In their joint request, HHS’ Centers for Medicare and Medicaid Services and the Center of Disease Control and Prevention are seeking stakeholder input to possibly update CLIA regulations regarding modern technology advances in laboratory AI, cybersecurity, biosecurity and several other areas.
Although certain aspects of CLIA have been updated over the years, the current regulations contain very little substance related to cybersecurity or AI, some experts said.
“CLIA barely speaks to cybersecurity at all. It is focused on test accuracy and quality, not protecting data, evaluating diagnostic algorithms, etc.,” said regulatory attorney Jordan Cohen, a partner at the law firm Akerman LLP. “The CLIA rules were implemented in the 1990s.

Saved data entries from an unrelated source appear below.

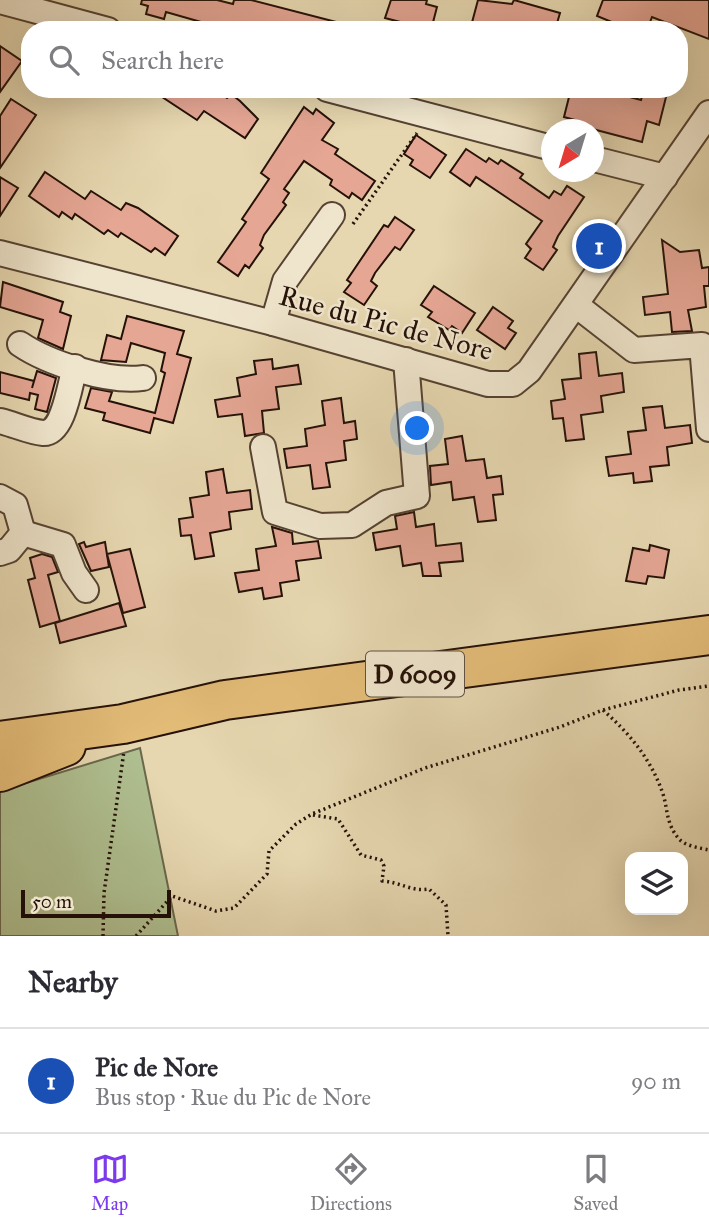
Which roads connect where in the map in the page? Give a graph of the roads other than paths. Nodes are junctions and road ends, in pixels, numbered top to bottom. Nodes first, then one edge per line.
1 (0, 1) edge
2 (74, 21) edge
3 (359, 98) edge
4 (709, 113) edge
5 (541, 145) edge
6 (604, 162) edge
7 (665, 177) junction
8 (332, 215) road end
9 (0, 253) edge
10 (576, 305) junction
11 (272, 323) junction
12 (20, 344) dead end
13 (405, 359) junction
14 (75, 366) junction
15 (143, 378) dead end
16 (0, 421) edge
17 (709, 429) edge
18 (264, 447) dead end
19 (0, 497) edge
20 (23, 533) junction
21 (0, 553) edge
22 (86, 590) dead end
23 (709, 635) edge
24 (123, 724) junction
25 (0, 741) edge
26 (0, 772) edge

1 - 2 street
3 - 5 street
4 - 7 street, Rue du Pic de Nore
6 - 7 street
7 - 10 street, Rue du Pic de Nore
8 - 11 street
9 - 11 street, Rue du Pic de Nore
10 - 13 street, Rue du Pic de Nore
10 - 17 street
11 - 13 street, Rue du Pic de Nore
12 - 14 street
13 - 18 street
14 - 15 street
14 - 16 street
19 - 20 street
20 - 21 street
20 - 22 street
23 - 24 main road, D 6009
24 - 25 main road, D 6009
24 - 26 main road, D 6009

Lab medicine has changed considerably since then, so HHS is trying to catch the regs up to how testing works today,” he said.
Increasingly, many clinical testing labs in the U.S. are implementing AI tools for an assortment of uses, including to help achieve more precise and efficient testing results.
“The regulations predate clinical AI entirely, so, for example, there’s no framework for validating AI algorithms used in testing or result interpretation,” Cohen said. “Interestingly, CLIA’s existing focus on the technical aspects of testing, validation and other lab processes are principles that could be adapted for AI.”
Meanwhile, clinical labs in the United States and elsewhere have increasingly been targets of cyberattacks, including ransomware and data theft incidents.
That includes a 2024 Medusa ransomware gang attack on Colorado-based Summit Pathology Laboratories, which compromised the names, addresses, medical billing and insurance information, diagnoses, dates of birth, Social Security numbers, and financial information of more than 1.8 million people (see: Medusa Ransomware Hack on Pathology Lab Affects 1.8 Million).
While most U.S. labs fall under the HIPAA privacy, security and breach notification rule umbrella, CLIA regulations currently do little to address the evolving cybersecurity threats facing clinical labs, experts said.
Therefore, any potential update that HHS considers to CLIA related to cyber issues should focus on gaps that HIPAA doesn’t adequately cover, Cohen suggested.
Such matters could include protecting laboratory AI systems from corruption like prompt injection, he said. “It could also regulate laboratory stakeholders who may not be regulated by HIPAA, such as software embedded by instrument companies,” he said.
Related to AI, HHS is asking labs about whether they’re using software algorithms or AI tools in postanalytic processes; the circumstances under which those tools are used for the interpretation of test results; the methods labs use to verify the performance and accuracy of AI tools; and about several related AI issues.
Pertaining to cybersecurity, HHS is asking labs about the security protocols and policies they have in place to protect patient data and laboratory operations, including:
- Identity and access;
- How labs restrict access to the internet;
- Cyber incident response plans;
- Cyber training for personnel;
- Job positions responsible for the cybersecurity of the lab.
HHS is accepting public comment until Sept. 14.
If HHS moves forward with refreshing CLIA, regulators should set clear rules that are practical and won’t overburden small labs, Cohen suggested.
“Coordinate with other regulators like the Food and Drug Administration so that regulated entities don’t face conflicting rules,” he said. “Design the rules so that they can evolve as the technology evolves – which is easier said than done.”